Butter-wouldn’t-melt-in-his-mouth: Oliver Michael (Miles) burns the Governess’s letter Picture by Ellie Kurttz
Since taking on the artistic direction of the Ustinov Studio at Bath’s Theatre Royal last year, Deborah Warner has programmed a series of recitals by her favourite singers in the intimate 123-seater space at the rear of Bath’s historic playhouse.
Some of these have focused on the works of Benjamin Britten, and Warner herself directed Phaedra, the cantata he wrote towards the end of his life for Janet Baker. Her production, starring Christine Rice as the would-be incestuous classical antiheroine, later toured to the Edinburgh Festival in a double-bill with Kim Brandstrup’s new dance piece, Minotaur, centred on Phaedra’s sister, Ariadne.
Warner’s focus on Britten has to be seen in the context of her celebrated interpretations of the composer’s large-scale operas in the most prestigious theatres - Death in Venice at English National Opera and La Scala, Milan, Billy Budd and Peter Grimes in four-way co-productions with the Royal Opera, Teatro Real Madrid, Opéra de Paris and Rome’s Teatro dell’Opera.
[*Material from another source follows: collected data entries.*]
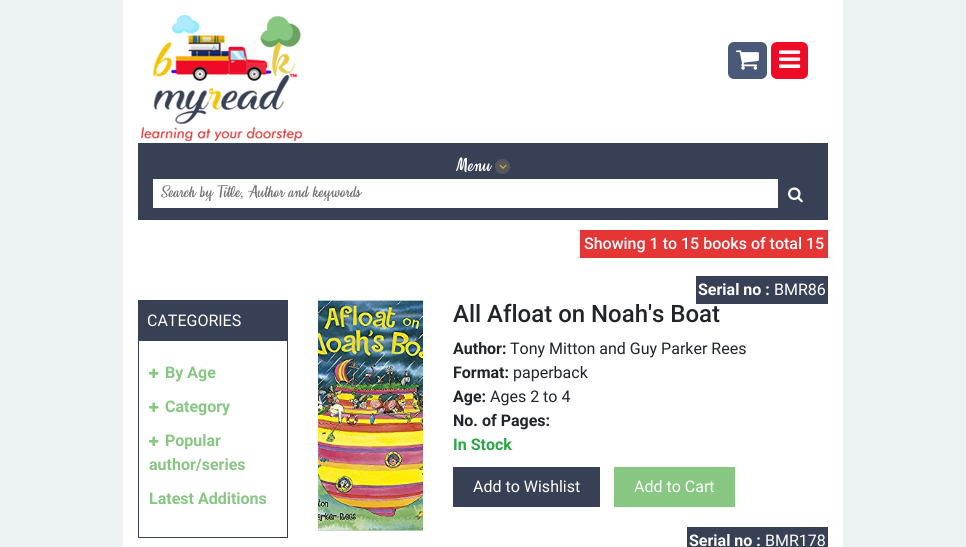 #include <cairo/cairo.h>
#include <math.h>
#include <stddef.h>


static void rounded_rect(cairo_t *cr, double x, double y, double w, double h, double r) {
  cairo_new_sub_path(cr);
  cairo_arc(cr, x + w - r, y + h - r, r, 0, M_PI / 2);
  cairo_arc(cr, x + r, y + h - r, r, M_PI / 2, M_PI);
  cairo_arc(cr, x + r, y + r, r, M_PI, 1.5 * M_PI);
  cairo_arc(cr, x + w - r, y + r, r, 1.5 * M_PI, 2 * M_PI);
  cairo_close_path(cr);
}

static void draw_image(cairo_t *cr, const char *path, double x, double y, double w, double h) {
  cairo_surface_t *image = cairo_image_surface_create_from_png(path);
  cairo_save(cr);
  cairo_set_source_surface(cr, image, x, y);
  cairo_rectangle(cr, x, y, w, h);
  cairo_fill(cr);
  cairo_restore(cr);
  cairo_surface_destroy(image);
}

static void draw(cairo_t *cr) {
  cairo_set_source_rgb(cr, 236 / 255.0, 242 / 255.0, 242 / 255.0);
  cairo_paint(cr);
  cairo_set_source_rgb(cr, 1, 1, 1);
  cairo_rectangle(cr, 123, 0, 720, 547);
  cairo_fill(cr);
  draw_image(cr, "images/1.png", 141, 15, 161, 126);
  cairo_set_source_rgb(cr, 75 / 255.0, 89 / 255.0, 121 / 255.0);
  rounded_rect(cr, 728, 42, 39, 37, 6);
  cairo_fill(cr);
  draw_image(cr, "images/2.png", 736, 50, 23, 20);
  cairo_set_source_rgb(cr, 238 / 255.0, 11 / 255.0, 39 / 255.0);
  rounded_rect(cr, 771, 42, 37, 37, 6);
  cairo_fill(cr);
  draw_image(cr, "images/3.png", 779, 50, 22, 18);
  cairo_set_source_rgb(cr, 56 / 255.0, 64 / 255.0, 85 / 255.0);
  cairo_rectangle(cr, 138, 143, 690, 77);
  cairo_fill(cr);
  cairo_set_source_rgb(cr, 85 / 255.0, 88 / 255.0, 98 / 255.0);
  cairo_arc(cr, 502.5, 166.5, 7.5, 0, 2 * M_PI);
  cairo_fill(cr);
  draw_image(cr, "images/4.png", 499, 164, 8, 5);
  cairo_set_source_rgb(cr, 1, 1, 1);
  cairo_rectangle(cr, 153, 179, 625, 29);
  cairo_fill(cr);
  draw_image(cr, "images/5.png", 788, 187, 15, 16);
  cairo_rectangle(cr, 138.5, 300.5, 149, 237);
  cairo_set_source_rgb(cr, 56 / 255.0, 64 / 255.0, 85 / 255.0);
  cairo_set_line_width(cr, 1);
  cairo_stroke(cr);
  cairo_rectangle(cr, 139, 301, 148, 40);
  cairo_fill(cr);
  draw_image(cr, "images/6.png", 149, 368, 10, 10);
  draw_image(cr, "images/6.png", 149, 402, 10, 10);
  draw_image(cr, "images/6.png", 149, 436, 10, 10);
  cairo_set_source_rgb(cr, 230 / 255.0, 53 / 255.0, 53 / 255.0);
  cairo_rectangle(cr, 580, 230, 248, 28);
  cairo_fill(cr);
  draw_image(cr, "images/7.png", 318, 300, 105, 231);
  cairo_set_source_rgb(cr, 56 / 255.0, 64 / 255.0, 85 / 255.0);
  cairo_rectangle(cr, 453, 467, 147, 40);
  cairo_fill(cr);
  cairo_set_source_rgb(cr, 135 / 255.0, 199 / 255.0, 129 / 255.0);
  cairo_rectangle(cr, 614, 467, 121, 40);
  cairo_fill(cr);
  cairo_set_source_rgb(cr, 56 / 255.0, 64 / 255.0, 85 / 255.0);
  cairo_rectangle(cr, 687, 527, 141, 20);
  cairo_fill(cr);
  cairo_select_font_face(cr, "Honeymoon", CAIRO_FONT_SLANT_NORMAL, CAIRO_FONT_WEIGHT_NORMAL);
  cairo_set_font_size(cr, 16);
  cairo_set_source_rgb(cr, 1, 1, 1);
  cairo_move_to(cr, 456, 171);
  cairo_show_text(cr, "Menu");
  cairo_save(cr);
  cairo_rectangle(cr, 161, 185, 644, 16);
  cairo_clip(cr);
  cairo_set_font_size(cr, 14);
  cairo_set_source_rgb(cr, 117 / 255.0, 117 / 255.0, 117 / 255.0);
  cairo_move_to(cr, 161, 197);
  cairo_show_text(cr, "Search by Title");
  cairo_move_to(cr, 248, 197);
  cairo_show_text(cr, "Author and keywords");
  cairo_restore(cr);
  cairo_select_font_face(cr, "Liberation Serif", CAIRO_FONT_SLANT_NORMAL, CAIRO_FONT_WEIGHT_NORMAL);
  cairo_set_font_size(cr, 14);
  cairo_set_source_rgb(cr, 117 / 255.0, 117 / 255.0, 117 / 255.0);
  cairo_move_to(cr, 240, 197);
  cairo_show_text(cr, ",");
  cairo_select_font_face(cr, "Roboto", CAIRO_FONT_SLANT_NORMAL, CAIRO_FONT_WEIGHT_NORMAL);
  cairo_set_font_size(cr, 16);
  cairo_set_source_rgb(cr, 1, 1, 1);
  cairo_move_to(cr, 147, 326);
  cairo_show_text(cr, "CATEGORIES");
  cairo_select_font_face(cr, "Roboto", CAIRO_FONT_SLANT_NORMAL, CAIRO_FONT_WEIGHT_BOLD);
  cairo_set_source_rgb(cr, 135 / 255.0, 199 / 255.0, 129 / 255.0);
  cairo_move_to(cr, 165, 378);
  cairo_show_text(cr, "By Age");
  cairo_move_to(cr, 165, 412);
  cairo_show_text(cr, "Category");
  cairo_move_to(cr, 165, 446);
  cairo_show_text(cr, "Popular");
  cairo_move_to(cr, 149, 470);
  cairo_show_text(cr, "author/series");
  cairo_move_to(cr, 149, 504);
  cairo_show_text(cr, "Latest Additions");
  cairo_select_font_face(cr, "Roboto Medium", CAIRO_FONT_SLANT_NORMAL, CAIRO_FONT_WEIGHT_NORMAL);
  cairo_set_source_rgb(cr, 1, 1, 1);
  cairo_move_to(cr, 584, 249);
  cairo_show_text(cr, "Showing 1 to 15 books of total 15");
  cairo_set_font_size(cr, 24);
  cairo_set_source_rgb(cr, 33 / 255.0, 37 / 255.0, 41 / 255.0);
  cairo_move_to(cr, 453, 322);
  cairo_show_text(cr, "All Afloat on Noah's Boat");
  cairo_set_source_rgb(cr, 56 / 255.0, 64 / 255.0, 85 / 255.0);
  cairo_rectangle(cr, 696, 276, 132, 28);
  cairo_fill(cr);
  cairo_select_font_face(cr, "Roboto", CAIRO_FONT_SLANT_NORMAL, CAIRO_FONT_WEIGHT_NORMAL);
  cairo_set_font_size(cr, 16);
  cairo_set_source_rgb(cr, 1, 1, 1);
  cairo_move_to(cr, 774, 295);
  cairo_show_text(cr, "BMR86");
  cairo_select_font_face(cr, "Roboto", CAIRO_FONT_SLANT_NORMAL, CAIRO_FONT_WEIGHT_BOLD);
  cairo_move_to(cr, 698, 295);
  cairo_show_text(cr, "Serial no :");
  cairo_set_source_rgb(cr, 33 / 255.0, 37 / 255.0, 41 / 255.0);
  cairo_move_to(cr, 453, 354);
  cairo_show_text(cr, "Author:");
  cairo_select_font_face(cr, "Roboto", CAIRO_FONT_SLANT_NORMAL, CAIRO_FONT_WEIGHT_NORMAL);
  cairo_move_to(cr, 510, 354);
  cairo_show_text(cr, "Tony Mitton and Guy Parker Rees");
  cairo_select_font_face(cr, "Roboto", CAIRO_FONT_SLANT_NORMAL, CAIRO_FONT_WEIGHT_BOLD);
  cairo_move_to(cr, 453, 378);
  cairo_show_text(cr, "Format:");
  cairo_select_font_face(cr, "Roboto", CAIRO_FONT_SLANT_NORMAL, CAIRO_FONT_WEIGHT_NORMAL);
  cairo_move_to(cr, 513, 378);
  cairo_show_text(cr, "paperback");
  cairo_select_font_face(cr, "Roboto", CAIRO_FONT_SLANT_NORMAL, CAIRO_FONT_WEIGHT_BOLD);
  cairo_move_to(cr, 453, 402);
  cairo_show_text(cr, "Age:");
  cairo_select_font_face(cr, "Roboto", CAIRO_FONT_SLANT_NORMAL, CAIRO_FONT_WEIGHT_NORMAL);
  cairo_move_to(cr, 490, 402);
  cairo_show_text(cr, "Ages 2 to 4");
  cairo_select_font_face(cr, "Roboto", CAIRO_FONT_SLANT_NORMAL, CAIRO_FONT_WEIGHT_BOLD);
  cairo_move_to(cr, 453, 426);
  cairo_show_text(cr, "No. of Pages:");
  cairo_set_source_rgb(cr, 40 / 255.0, 167 / 255.0, 69 / 255.0);
  cairo_move_to(cr, 453, 450);
  cairo_show_text(cr, "In Stock");
  cairo_select_font_face(cr, "Roboto", CAIRO_FONT_SLANT_NORMAL, CAIRO_FONT_WEIGHT_NORMAL);
  cairo_set_source_rgb(cr, 1, 1, 1);
  cairo_move_to(cr, 473, 492);
  cairo_show_text(cr, "Add to Wishlist");
  cairo_move_to(cr, 634, 492);
  cairo_show_text(cr, "Add to Cart");
  cairo_select_font_face(cr, "Roboto", CAIRO_FONT_SLANT_NORMAL, CAIRO_FONT_WEIGHT_BOLD);
  cairo_move_to(cr, 689, 546);
  cairo_show_text(cr, "Serial no :");
  cairo_select_font_face(cr, "Roboto", CAIRO_FONT_SLANT_NORMAL, CAIRO_FONT_WEIGHT_NORMAL);
  cairo_move_to(cr, 765, 546);
  cairo_show_text(cr, "BMR178");
}

int main(void) {
  cairo_surface_t *surface = cairo_image_surface_create(CAIRO_FORMAT_RGB24, 966, 547);
  cairo_t *cr = cairo_create(surface);
  cairo_font_options_t *options = cairo_font_options_create();
  cairo_font_options_set_hint_metrics(options, CAIRO_HINT_METRICS_OFF);
  cairo_font_options_set_hint_style(options, CAIRO_HINT_STYLE_NONE);
  cairo_set_font_options(cr, options);
  cairo_set_miter_limit(cr, 4);
  draw(cr);
  cairo_surface_write_to_png(surface, "out.png");
  cairo_font_options_destroy(options);
  cairo_destroy(cr);
  cairo_surface_destroy(surface);
  return 0;
}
It comes, therefore, as no surprise that she should choose The Turn of the Screw for the Ustinov Studio’s first foray into Britten’s theatrical world.
She had already directed this chamber opera at her Royal Opera debut in 1997 (at the Barbican Theatre, later revived at Covent Garden), and so she invited the young theatre-maker Isabelle Kettle to stage it in Bath, as she had Purcell’s Dido and Aeneas at the Ustinov last year.